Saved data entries

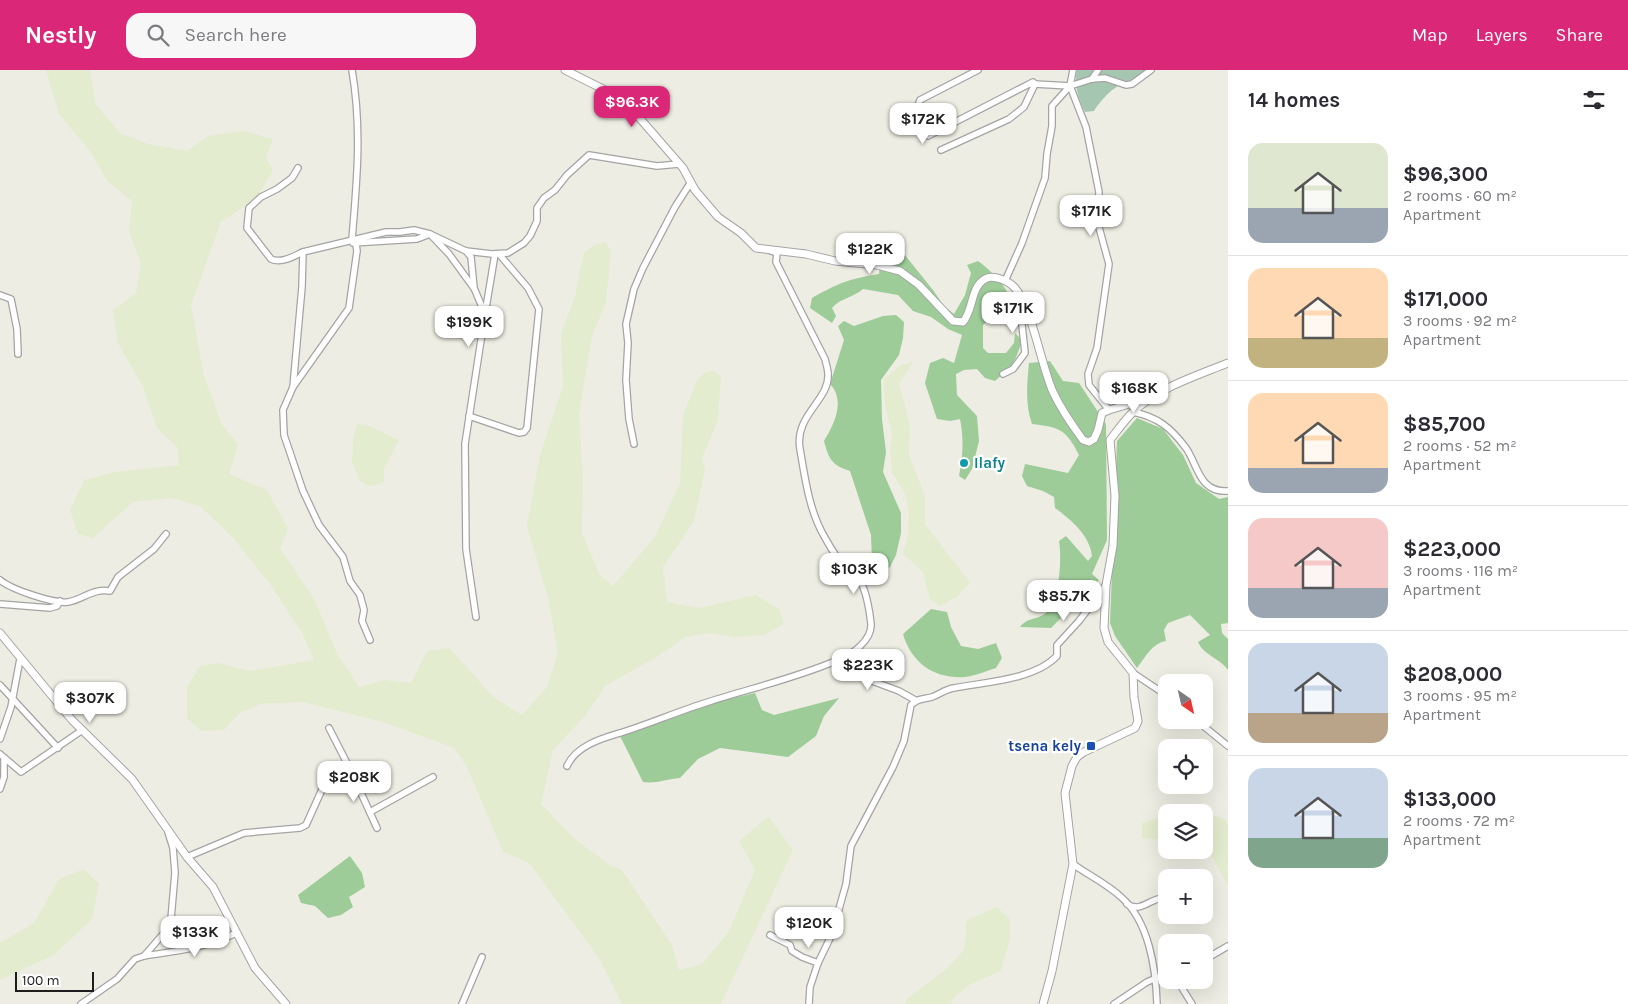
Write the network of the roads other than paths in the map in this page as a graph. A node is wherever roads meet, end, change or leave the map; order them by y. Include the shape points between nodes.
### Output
1 (352, 70) edge
2 (565, 70) edge
3 (978, 70) edge
4 (1073, 70) edge
5 (1098, 70) edge
6 (1151, 70) edge
7 (1092, 79) junction
8 (1036, 84) junction
9 (1070, 86) junction
10 (941, 150) dead end
11 (679, 164) junction
12 (298, 168) dead end
13 (691, 182) junction
14 (430, 234) junction
15 (354, 242) junction
16 (769, 250) junction
17 (466, 251) junction
18 (303, 252) junction
19 (497, 254) junction
20 (1004, 281) junction
21 (474, 288) junction
22 (1019, 294) junction
23 (0, 295) edge
24 (485, 314) junction
25 (18, 354) dead end
26 (1228, 364) edge
27 (1002, 374) dead end
28 (293, 387) junction
29 (1153, 397) junction
30 (1109, 410) junction
31 (1133, 412) junction
32 (468, 416) junction
33 (634, 444) dead end
34 (1228, 491) edge
35 (166, 534) dead end
36 (0, 580) edge
37 (1106, 585) junction
38 (60, 601) junction
39 (0, 604) edge
40 (476, 617) dead end
41 (0, 632) edge
42 (370, 640) dead end
43 (20, 659) junction
44 (839, 660) junction
45 (1132, 673) junction
46 (0, 685) edge
47 (1158, 690) edge
48 (12, 699) junction
49 (915, 700) junction
50 (329, 728) dead end
51 (1207, 729) edge
52 (81, 730) junction
53 (0, 739) edge
54 (1228, 746) edge
55 (58, 748) junction
56 (2, 756) edge
57 (567, 766) dead end
58 (350, 770) junction
59 (433, 777) dead end
60 (0, 789) edge
61 (370, 812) junction
62 (166, 825) junction
63 (377, 828) dead end
64 (188, 857) junction
65 (1073, 864) junction
66 (1158, 899) edge
67 (1126, 902) junction
68 (236, 933) junction
69 (770, 935) dead end
70 (1228, 946) edge
71 (1213, 955) edge
72 (144, 956) junction
73 (482, 957) dead end
74 (818, 962) junction
75 (1156, 978) junction
76 (1183, 989) edge
77 (81, 1004) edge
78 (286, 1004) edge
79 (462, 1004) edge
80 (808, 1004) edge
81 (1043, 1004) edge
82 (1114, 1004) edge
83 (1157, 1004) edge
84 (1192, 1004) edge

1 - 15 street via 358,103 359,149
2 - 11 street via 622,99
3 - 8 street via 920,100 916,121 928,136 1033,82
4 - 9 street
5 - 7 street
6 - 7 street via 1126,86 1105,78
7 - 9 street
8 - 9 street
8 - 10 street via 1024,107 1008,119
9 - 20 street via 1052,106 1045,178 1022,243
9 - 30 street via 1086,127 1099,192 1097,220 1109,264 1097,348 1088,374 1089,385
11 - 13 street
11 - 19 street via 657,166 589,155 544,198 537,208 537,221 524,243
12 - 18 street via 292,178 249,208 247,228 275,261
13 - 16 street via 718,217 756,248
13 - 33 street via 643,268 634,289 626,324 626,380
14 - 15 street via 417,239
14 - 15 street via 414,230 386,232
14 - 17 street
14 - 21 street
15 - 18 street
15 - 28 street via 357,251 349,308
16 - 20 street via 900,271 919,285 953,321 963,322 970,314 971,300 986,278 995,276
16 - 44 street via 777,253 776,262 825,359 829,375 823,393 804,418 799,440 808,490 823,535 859,580 868,604 871,625 870,635
17 - 19 street
17 - 21 street via 471,257
18 - 28 street
19 - 24 street
19 - 32 street via 528,288 539,309 527,428 519,433
20 - 22 street via 1015,287
21 - 24 street
22 - 27 street via 1025,353 1013,369
22 - 30 street via 1053,392 1083,440 1089,442 1094,439 1102,414
23 - 25 street via 11,299
24 - 32 street
26 - 29 street
28 - 42 street via 283,410 284,435 303,491 319,525 343,557 350,581 360,595 364,610 362,621
29 - 30 street
29 - 31 street
31 - 34 street via 1151,415 1167,426 1187,449 1200,479 1220,491
31 - 37 street via 1110,440 1115,496 1113,546
32 - 40 street via 465,444 466,550
35 - 38 street via 144,558 118,577 110,591 103,590 68,602
36 - 38 street via 17,589
37 - 45 street via 1104,628 1108,642
37 - 49 street via 1057,645 1057,656 1050,664 1000,680 952,688 933,697
38 - 39 street via 50,608
41 - 43 street
43 - 48 street
43 - 52 street
44 - 49 street via 848,672
44 - 57 street via 612,735 584,747
45 - 47 street
45 - 65 street via 1136,725 1077,757 1069,773 1065,793
46 - 48 street
48 - 53 street
48 - 55 street
49 - 74 street via 911,704 904,741 851,846 845,891 832,934
50 - 58 street
51 - 54 street
52 - 55 street
52 - 62 street via 132,779
55 - 56 street via 21,772
56 - 60 street via 4,777
58 - 61 street
58 - 64 street via 324,785 306,825 244,834
59 - 61 street
61 - 63 street
62 - 64 street
62 - 72 street via 175,873 171,918 164,933
64 - 68 street via 213,888
65 - 67 street
65 - 81 street
66 - 67 street via 1140,908
67 - 75 street via 1147,937
68 - 72 street via 217,943
68 - 78 street via 256,968
69 - 74 street via 790,945 792,951 802,957
70 - 71 street
72 - 77 street
73 - 79 street
74 - 80 street
75 - 82 street
75 - 83 street
76 - 84 street

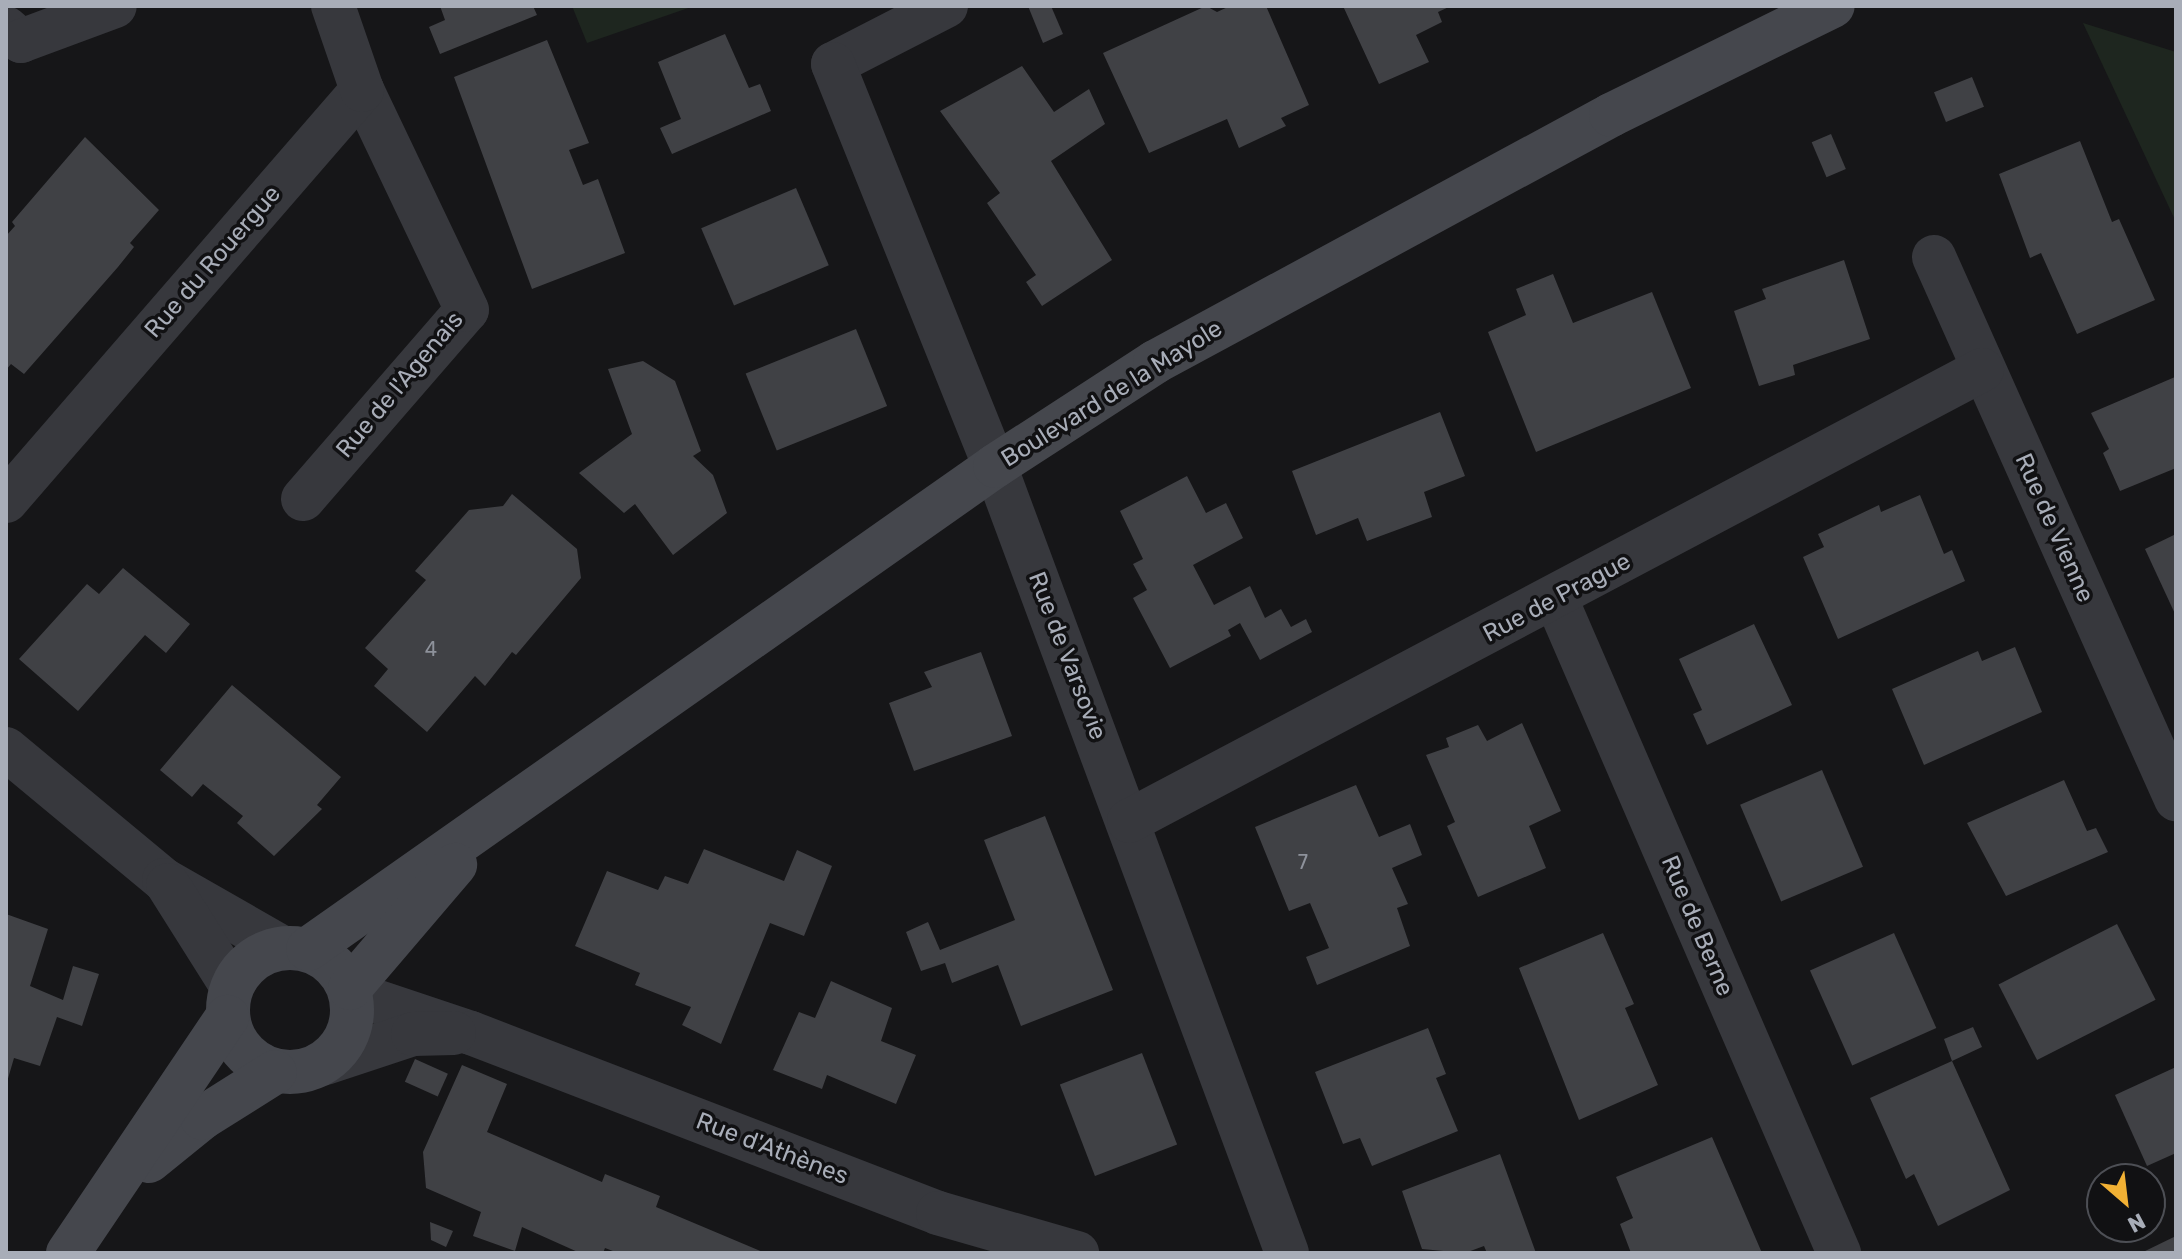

§ Work to be completed
Could you output all of the entries above exactly? Leave the pictures out.

§ Task result
Write the network of the roads other than paths in the map in this page as a graph. A node is wherever roads meet, end, change or leave the map; order them by y. Include the shape points between nodes.
### Output
1 (352, 70) edge
2 (565, 70) edge
3 (978, 70) edge
4 (1073, 70) edge
5 (1098, 70) edge
6 (1151, 70) edge
7 (1092, 79) junction
8 (1036, 84) junction
9 (1070, 86) junction
10 (941, 150) dead end
11 (679, 164) junction
12 (298, 168) dead end
13 (691, 182) junction
14 (430, 234) junction
15 (354, 242) junction
16 (769, 250) junction
17 (466, 251) junction
18 (303, 252) junction
19 (497, 254) junction
20 (1004, 281) junction
21 (474, 288) junction
22 (1019, 294) junction
23 (0, 295) edge
24 (485, 314) junction
25 (18, 354) dead end
26 (1228, 364) edge
27 (1002, 374) dead end
28 (293, 387) junction
29 (1153, 397) junction
30 (1109, 410) junction
31 (1133, 412) junction
32 (468, 416) junction
33 (634, 444) dead end
34 (1228, 491) edge
35 (166, 534) dead end
36 (0, 580) edge
37 (1106, 585) junction
38 (60, 601) junction
39 (0, 604) edge
40 (476, 617) dead end
41 (0, 632) edge
42 (370, 640) dead end
43 (20, 659) junction
44 (839, 660) junction
45 (1132, 673) junction
46 (0, 685) edge
47 (1158, 690) edge
48 (12, 699) junction
49 (915, 700) junction
50 (329, 728) dead end
51 (1207, 729) edge
52 (81, 730) junction
53 (0, 739) edge
54 (1228, 746) edge
55 (58, 748) junction
56 (2, 756) edge
57 (567, 766) dead end
58 (350, 770) junction
59 (433, 777) dead end
60 (0, 789) edge
61 (370, 812) junction
62 (166, 825) junction
63 (377, 828) dead end
64 (188, 857) junction
65 (1073, 864) junction
66 (1158, 899) edge
67 (1126, 902) junction
68 (236, 933) junction
69 (770, 935) dead end
70 (1228, 946) edge
71 (1213, 955) edge
72 (144, 956) junction
73 (482, 957) dead end
74 (818, 962) junction
75 (1156, 978) junction
76 (1183, 989) edge
77 (81, 1004) edge
78 (286, 1004) edge
79 (462, 1004) edge
80 (808, 1004) edge
81 (1043, 1004) edge
82 (1114, 1004) edge
83 (1157, 1004) edge
84 (1192, 1004) edge

1 - 15 street via 358,103 359,149
2 - 11 street via 622,99
3 - 8 street via 920,100 916,121 928,136 1033,82
4 - 9 street
5 - 7 street
6 - 7 street via 1126,86 1105,78
7 - 9 street
8 - 9 street
8 - 10 street via 1024,107 1008,119
9 - 20 street via 1052,106 1045,178 1022,243
9 - 30 street via 1086,127 1099,192 1097,220 1109,264 1097,348 1088,374 1089,385
11 - 13 street
11 - 19 street via 657,166 589,155 544,198 537,208 537,221 524,243
12 - 18 street via 292,178 249,208 247,228 275,261
13 - 16 street via 718,217 756,248
13 - 33 street via 643,268 634,289 626,324 626,380
14 - 15 street via 417,239
14 - 15 street via 414,230 386,232
14 - 17 street
14 - 21 street
15 - 18 street
15 - 28 street via 357,251 349,308
16 - 20 street via 900,271 919,285 953,321 963,322 970,314 971,300 986,278 995,276
16 - 44 street via 777,253 776,262 825,359 829,375 823,393 804,418 799,440 808,490 823,535 859,580 868,604 871,625 870,635
17 - 19 street
17 - 21 street via 471,257
18 - 28 street
19 - 24 street
19 - 32 street via 528,288 539,309 527,428 519,433
20 - 22 street via 1015,287
21 - 24 street
22 - 27 street via 1025,353 1013,369
22 - 30 street via 1053,392 1083,440 1089,442 1094,439 1102,414
23 - 25 street via 11,299
24 - 32 street
26 - 29 street
28 - 42 street via 283,410 284,435 303,491 319,525 343,557 350,581 360,595 364,610 362,621
29 - 30 street
29 - 31 street
31 - 34 street via 1151,415 1167,426 1187,449 1200,479 1220,491
31 - 37 street via 1110,440 1115,496 1113,546
32 - 40 street via 465,444 466,550
35 - 38 street via 144,558 118,577 110,591 103,590 68,602
36 - 38 street via 17,589
37 - 45 street via 1104,628 1108,642
37 - 49 street via 1057,645 1057,656 1050,664 1000,680 952,688 933,697
38 - 39 street via 50,608
41 - 43 street
43 - 48 street
43 - 52 street
44 - 49 street via 848,672
44 - 57 street via 612,735 584,747
45 - 47 street
45 - 65 street via 1136,725 1077,757 1069,773 1065,793
46 - 48 street
48 - 53 street
48 - 55 street
49 - 74 street via 911,704 904,741 851,846 845,891 832,934
50 - 58 street
51 - 54 street
52 - 55 street
52 - 62 street via 132,779
55 - 56 street via 21,772
56 - 60 street via 4,777
58 - 61 street
58 - 64 street via 324,785 306,825 244,834
59 - 61 street
61 - 63 street
62 - 64 street
62 - 72 street via 175,873 171,918 164,933
64 - 68 street via 213,888
65 - 67 street
65 - 81 street
66 - 67 street via 1140,908
67 - 75 street via 1147,937
68 - 72 street via 217,943
68 - 78 street via 256,968
69 - 74 street via 790,945 792,951 802,957
70 - 71 street
72 - 77 street
73 - 79 street
74 - 80 street
75 - 82 street
75 - 83 street
76 - 84 street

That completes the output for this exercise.